26 febbraio 2019

Perché la serie tv "Che Dio ci aiuti" ignora le leggi italiane?

Mi è capitato di guardare Che Dio ci aiuti, il maiuscolo è nel titolo, la serie tv di Raiuno, per caso, grazie a una pubblicità durante la settimana di Sanremo.

Non voglio fare una lettura critica della serie, che, dopo una prima stagione improntata sul giallo e una seconda su situazioni vicine a uno studio di avvocati, è scivolata presto nell'intrico sentimental-popolare nella migliore tradizione delle soap americane,  svolta che il pubblico pare avere apprezzato, a guardare gli indici di ascolto.

Non voglio nemmeno fare una critica sull'ambientazione in un convento di suore.
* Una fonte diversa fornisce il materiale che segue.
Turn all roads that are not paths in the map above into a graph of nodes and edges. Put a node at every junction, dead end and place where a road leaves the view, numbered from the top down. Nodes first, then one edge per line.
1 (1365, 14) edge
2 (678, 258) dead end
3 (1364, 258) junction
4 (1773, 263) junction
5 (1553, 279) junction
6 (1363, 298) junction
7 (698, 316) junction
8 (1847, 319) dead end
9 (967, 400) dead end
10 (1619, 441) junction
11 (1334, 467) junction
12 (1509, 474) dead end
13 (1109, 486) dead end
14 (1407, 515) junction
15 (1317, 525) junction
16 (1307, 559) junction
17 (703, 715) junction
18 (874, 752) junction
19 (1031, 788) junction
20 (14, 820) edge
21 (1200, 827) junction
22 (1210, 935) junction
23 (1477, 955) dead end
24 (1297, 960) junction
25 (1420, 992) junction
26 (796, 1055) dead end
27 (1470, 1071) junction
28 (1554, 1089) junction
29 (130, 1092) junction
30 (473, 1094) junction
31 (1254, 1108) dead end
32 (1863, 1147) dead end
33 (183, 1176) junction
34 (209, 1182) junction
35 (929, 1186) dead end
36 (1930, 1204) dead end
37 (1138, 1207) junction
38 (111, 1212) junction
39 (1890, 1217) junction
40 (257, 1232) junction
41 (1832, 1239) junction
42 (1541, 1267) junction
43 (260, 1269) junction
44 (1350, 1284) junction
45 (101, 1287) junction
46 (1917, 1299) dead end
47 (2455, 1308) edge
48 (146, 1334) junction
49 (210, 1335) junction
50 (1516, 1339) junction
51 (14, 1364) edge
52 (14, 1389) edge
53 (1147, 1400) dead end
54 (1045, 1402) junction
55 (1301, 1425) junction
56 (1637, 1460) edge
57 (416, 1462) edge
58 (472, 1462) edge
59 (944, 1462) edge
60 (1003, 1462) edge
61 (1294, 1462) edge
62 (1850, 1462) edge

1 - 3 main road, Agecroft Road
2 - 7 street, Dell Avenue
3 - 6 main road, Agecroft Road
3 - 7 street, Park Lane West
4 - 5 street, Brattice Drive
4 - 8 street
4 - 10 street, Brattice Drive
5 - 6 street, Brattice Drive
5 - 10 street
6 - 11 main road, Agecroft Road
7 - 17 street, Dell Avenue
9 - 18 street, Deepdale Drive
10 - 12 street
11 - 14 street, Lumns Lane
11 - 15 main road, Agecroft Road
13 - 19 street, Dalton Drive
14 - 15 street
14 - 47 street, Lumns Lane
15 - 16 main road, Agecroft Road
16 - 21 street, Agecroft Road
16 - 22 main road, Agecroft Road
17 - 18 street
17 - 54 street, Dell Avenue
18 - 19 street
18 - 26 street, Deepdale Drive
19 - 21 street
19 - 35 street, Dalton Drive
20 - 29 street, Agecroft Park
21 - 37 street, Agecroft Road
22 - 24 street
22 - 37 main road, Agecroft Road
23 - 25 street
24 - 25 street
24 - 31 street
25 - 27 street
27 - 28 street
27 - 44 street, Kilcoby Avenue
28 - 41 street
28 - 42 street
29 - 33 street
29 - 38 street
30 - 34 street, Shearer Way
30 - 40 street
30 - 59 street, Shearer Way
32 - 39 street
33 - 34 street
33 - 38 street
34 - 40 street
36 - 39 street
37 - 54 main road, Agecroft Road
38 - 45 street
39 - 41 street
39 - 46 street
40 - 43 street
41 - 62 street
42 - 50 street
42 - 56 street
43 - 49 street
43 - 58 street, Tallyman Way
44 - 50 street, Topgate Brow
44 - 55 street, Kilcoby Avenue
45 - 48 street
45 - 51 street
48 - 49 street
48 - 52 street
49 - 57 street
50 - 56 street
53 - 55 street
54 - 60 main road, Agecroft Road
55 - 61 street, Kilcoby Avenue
Anzi alcune semplificazioni sul personaggio di suor Angela  infastidiscono me, uomo laico, per mancanza di rispetto nei sui confronti come il fatto che suor Angela non indossi alcuna cuffia quando si toglie il velo, mostrando i capelli quando se lo toglie, anche davanti alle ragazze del convitto e, peggio, agli uomini, una forma di intimità enorme che m'offende.  Il fatto che non tre leggerezza non venga percepita come una mancanza di rispetto del personaggio suora dimostra la superficialità con cui in questo paese si professa la religione cattolica...

Pur non volendo fare una lettura critica a una serie che non sarebbe dispiaciuta alla Democrazia Cristiana, non posso tacere di alcune semplificazioni ideologiche al limite del reato che compaiono qua e là nei vari episodi, accidentalmente per motivi di trama ma, a guardare in tralice, per una visione del mondo italiota e omertosa.

Così nel primo episodio della quarta stagione scopriamo che Azzurra, uno dei personaggi, quando  aveva 15 anni ha abbandonato la sua bambina appena nata, sentendosi per quello un mostro, come confessa in lacrime a Suor Angela (Elena Sofia Ricci, motivo principale per cui guardo la serie), quindici anni dopo.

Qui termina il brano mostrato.